Letter 383d

383d. Karl Schelling to Caroline in Würzburg: Vienna, 1 May 1804 [*]

Vienna, 1 May 1804

I can delay no longer, dearest sister-in-law, in attesting to you my sincerest gratitude for your letter and the instructions it contained. . . . I intend to put on my black coat and go to Count von Gemmingen and tell him myself just who I am and why I have come, and also make clear to him that he is not speaking with just any common person. [1] . . . —

The person on whom I have for several hours placed all my hopes, and indeed at least from afar for several weeks now, is Johannes Müller . . . I paid him a visit this afternoon and spent an hour with him. As is his custom, after inquiring casually first about you, dear brother, [2] and then our parents and the Murrhardt monastery, he then queried me about what I myself had been doing in the meantime . . . I related the entire plan I have outlined for my life . . . when I took my leave of him, he kissed me and said he hoped and wished that we might live together for a longer period and more closely sometime in the future, and when I responded that I should certainly hope so myself, Herr Hofrath, he responded, “Oui, oui, a man of such distinguished learning and enthusiasm for science certainly merits a commensurate position.” So I departed from him full of expectation . . . By all appearances he will probably not be staying here [3] . . .

When I passed along your regards to him, he told me he certainly hoped to be seeing you this summer in Würzburg. During our conversation, he remarked that you were one of the greatest minds of our age. He asked whether you were satisfied in Würzburg. I answered: not entirely, that you complained especially about the pathetic people who were being appointed etc. I noticed quite clearly that he wanted to sound me out with respect to you. . . .

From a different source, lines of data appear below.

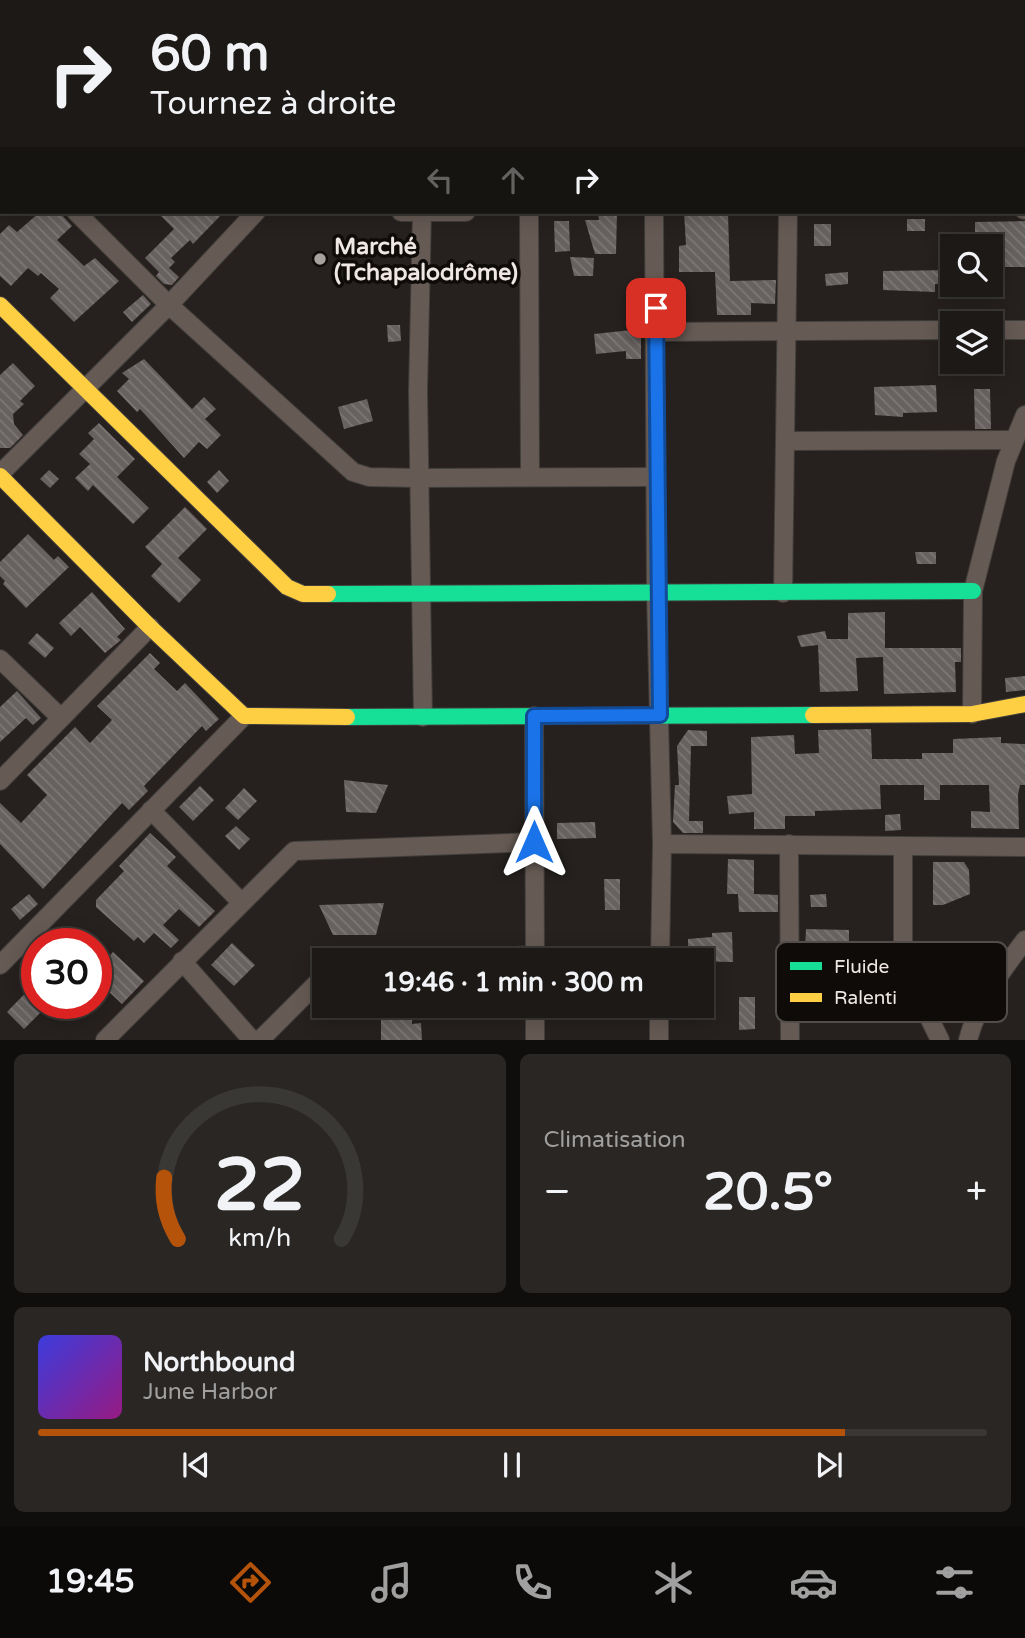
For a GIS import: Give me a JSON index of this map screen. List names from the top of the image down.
{
  "places": ["Marché (Tchapalodrôme)"],
  "legend": ["Fluide", "Ralenti"],
  "page": {
    "turn": ["60 m", "Tournez à droite"],
    "limit": "30",
    "trip": "19:46 · 1 min · 300 m",
    "tile": "Climatisation",
    "heat": ["−", "20.5°", "+"],
    "song": ["Northbound", "June Harbor"],
    "tabs": "19:45",
    "gauge": ["22", "km/h"]
  }
}
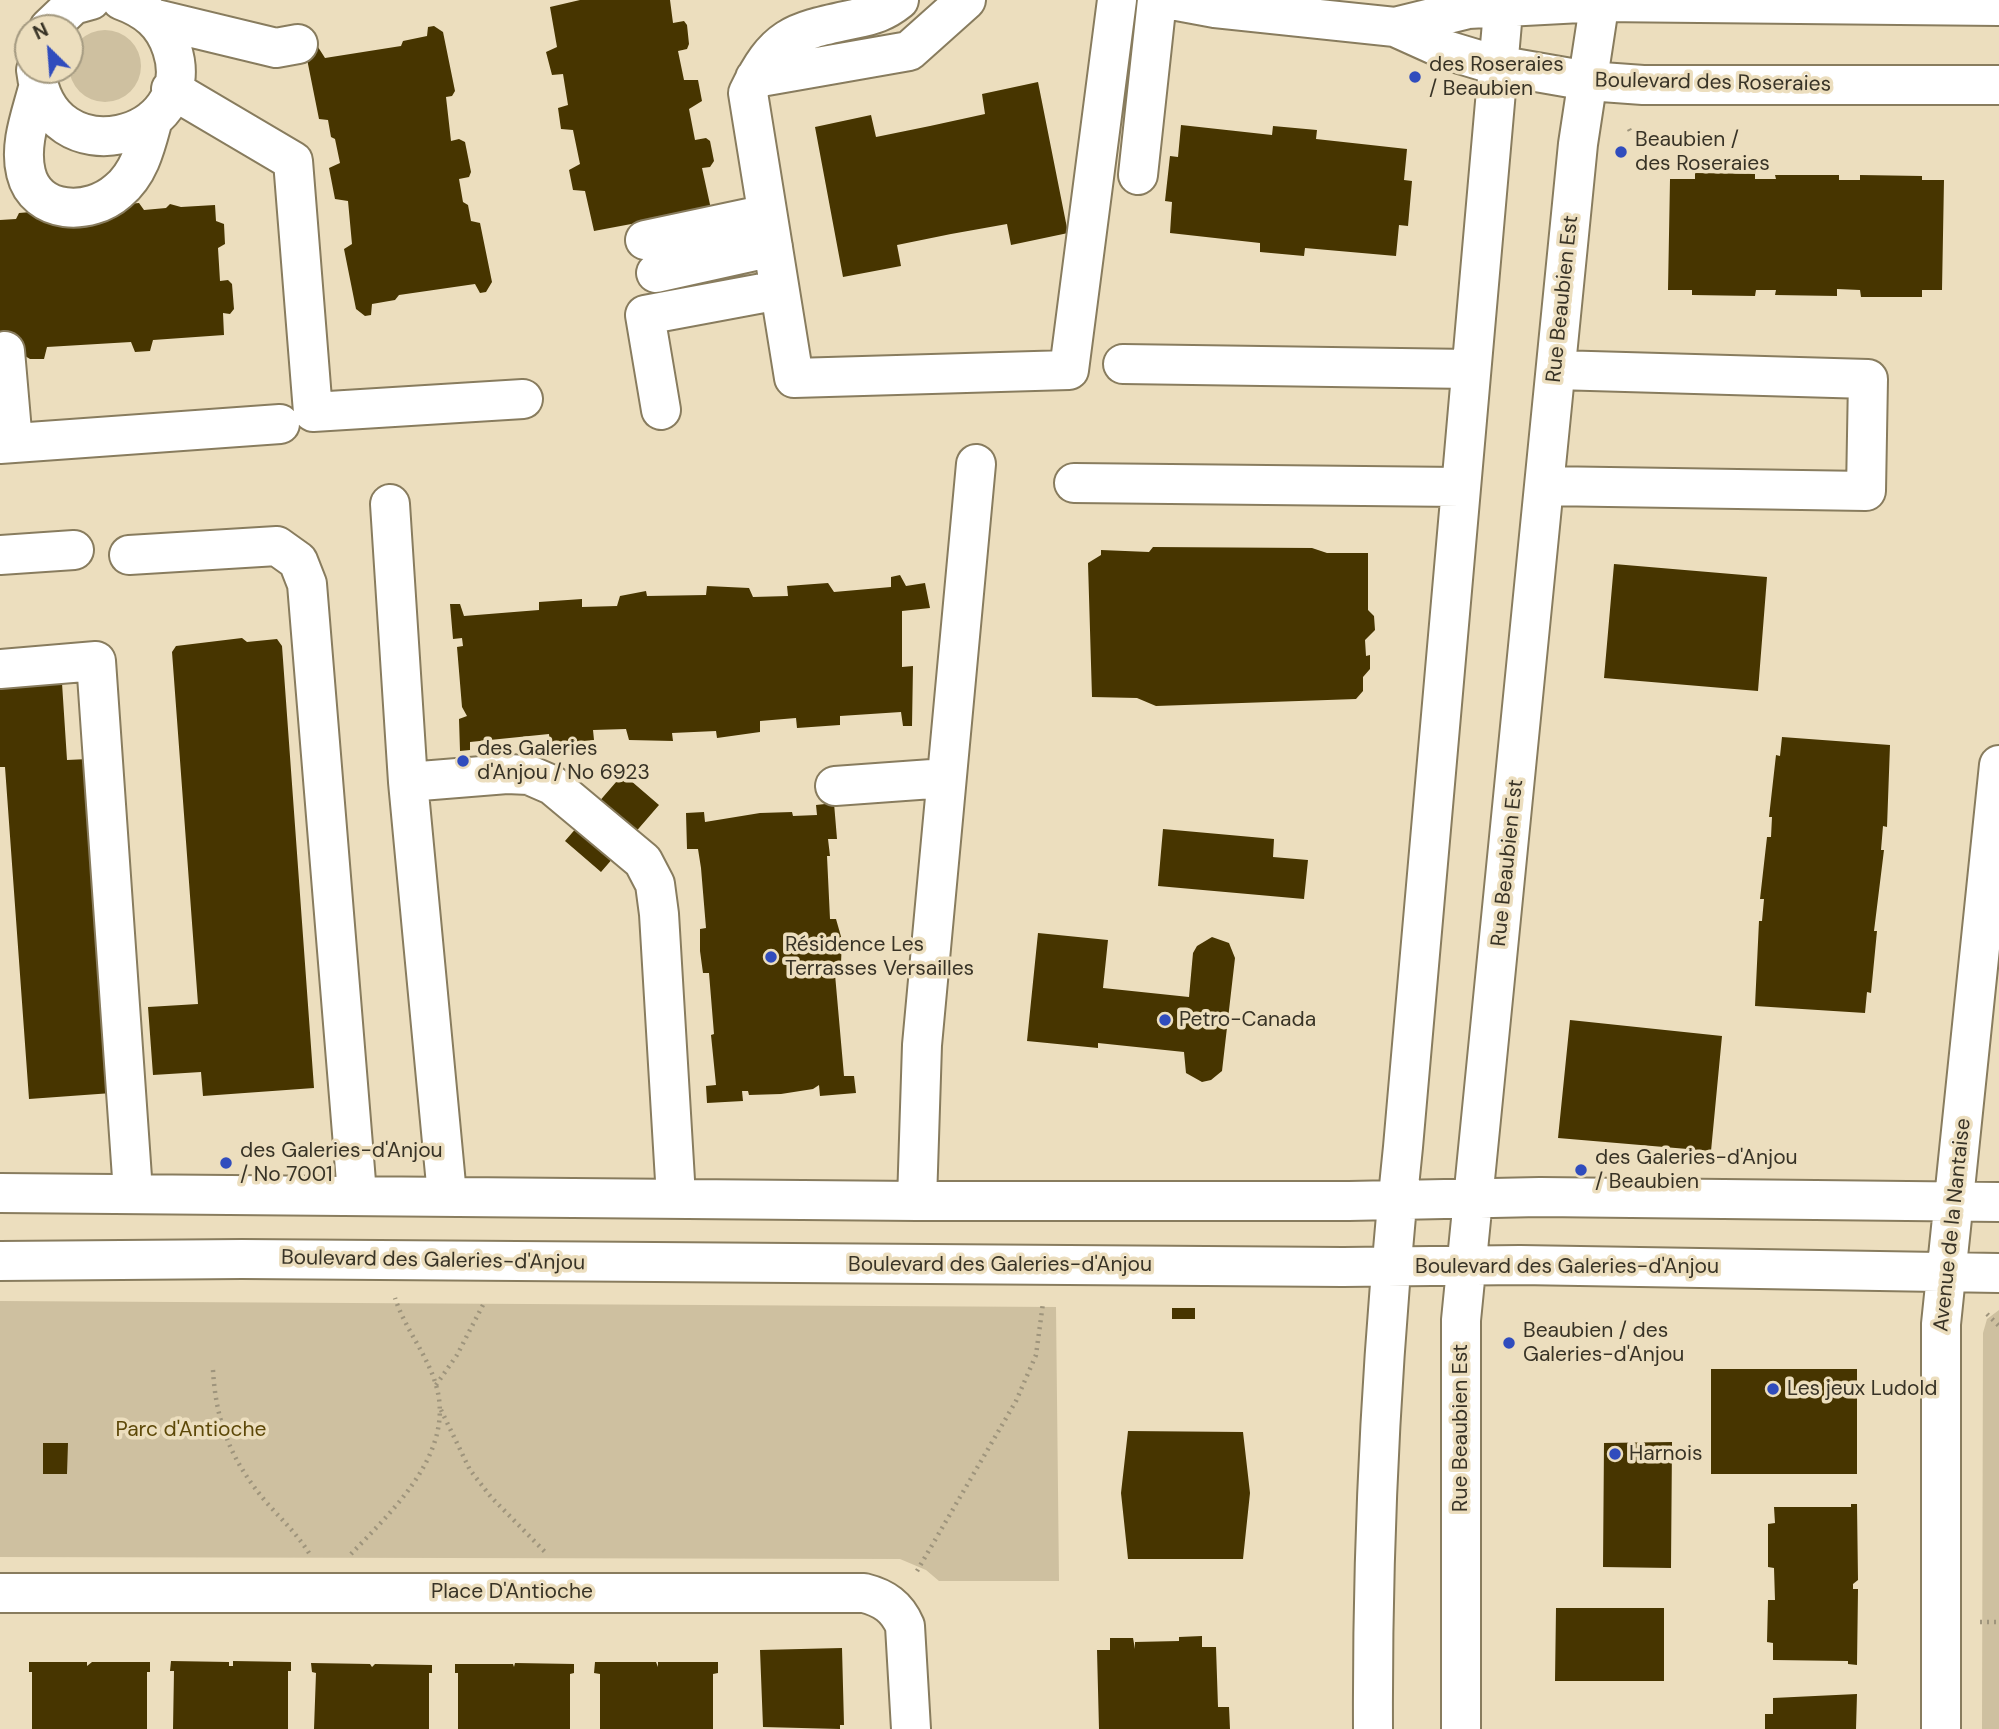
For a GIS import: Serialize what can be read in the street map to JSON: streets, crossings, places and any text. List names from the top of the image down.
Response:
{
  "streets": {
    "street": [
      "Boulevard des Roseraies",
      "Rue Beaubien Est",
      "Avenue de la Nantaise",
      "Boulevard des Galeries-d'Anjou",
      "Place D'Antioche"
    ]
  },
  "crossings": [
    ["Boulevard des Roseraies", "Rue Beaubien Est"],
    ["Rue Beaubien Est", "Boulevard des Galeries-d'Anjou"],
    ["Avenue de la Nantaise", "Boulevard des Galeries-d'Anjou"]
  ],
  "parks": ["Parc d'Antioche"],
  "places": [
    "des Roseraies / Beaubien",
    "Beaubien / des Roseraies",
    "des Galeries d'Anjou / No 6923",
    "Résidence Les Terrasses Versailles",
    "Petro-Canada",
    "des Galeries-d'Anjou / No 7001",
    "des Galeries-d'Anjou / Beaubien",
    "Beaubien / des Galeries-d'Anjou",
    "Les jeux Ludold",
    "Harnois"
  ],
  "north": "top left"
}
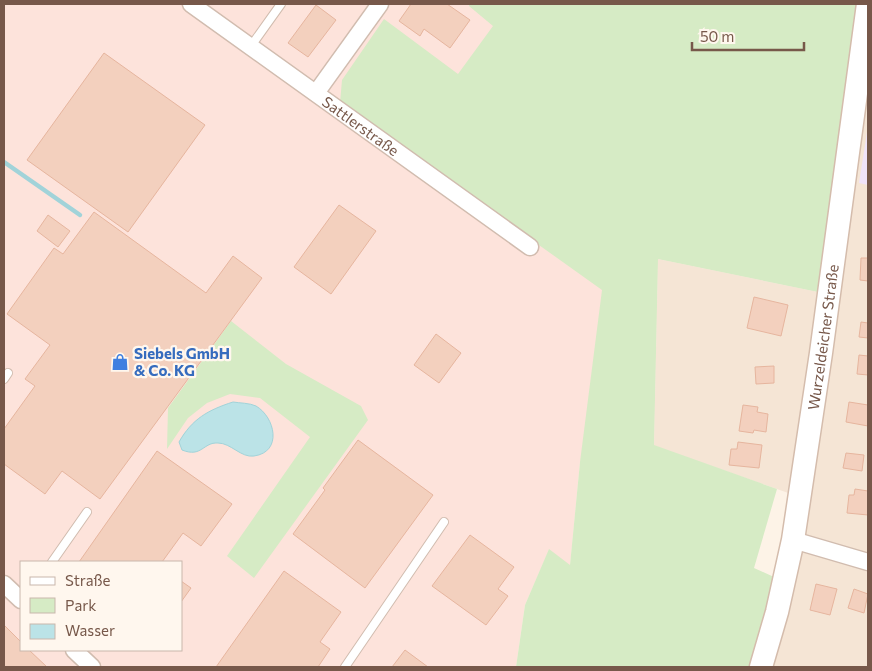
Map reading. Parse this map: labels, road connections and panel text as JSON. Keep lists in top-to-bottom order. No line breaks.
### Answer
{"streets":{"main road":["Wurzeldeicher Straße"],"street":["Sattlerstraße"]},"places":{"shop":["Siebels GmbH & Co. KG"]},"legend":["Straße","Park","Wasser"],"scale_bar":"50 m"}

I will be visiting this Herr Johannes from time to time . . . and as often as I have time also be visiting the library that I might see him and he me. It would be very good indeed were he able to take me along to St. Petersburg, where he will probably be going as a minister. [4] . . .

Let me thank you again, dear lady, for what you wrote me all about the enthusiastic efforts of my good brother. [5] It filled me with joy, and even if nothing comes of it, I am still proud; it has long been my pride and sole joy that he is so kindly disposed toward me, and for his sake alone I do indeed want to make something of myself . . .

Karl Schelling


[*] Source: Fuhrmans 3:82–83 (“Central Europe: The Austrian War 1809,” The Cambridge Modern History Atlas, ed. A. W. Ward, G. W. Prothero, Stanley Leathes, and E. A. Ben [London 1912] [University of Texas, Perry-Castañeda Library Map Collection]):



[1] Unclear allusion; at the time, Karl Friedrich von Gemmingen was representing the interests of the Knights of the Empire at the court in Vienna. Back.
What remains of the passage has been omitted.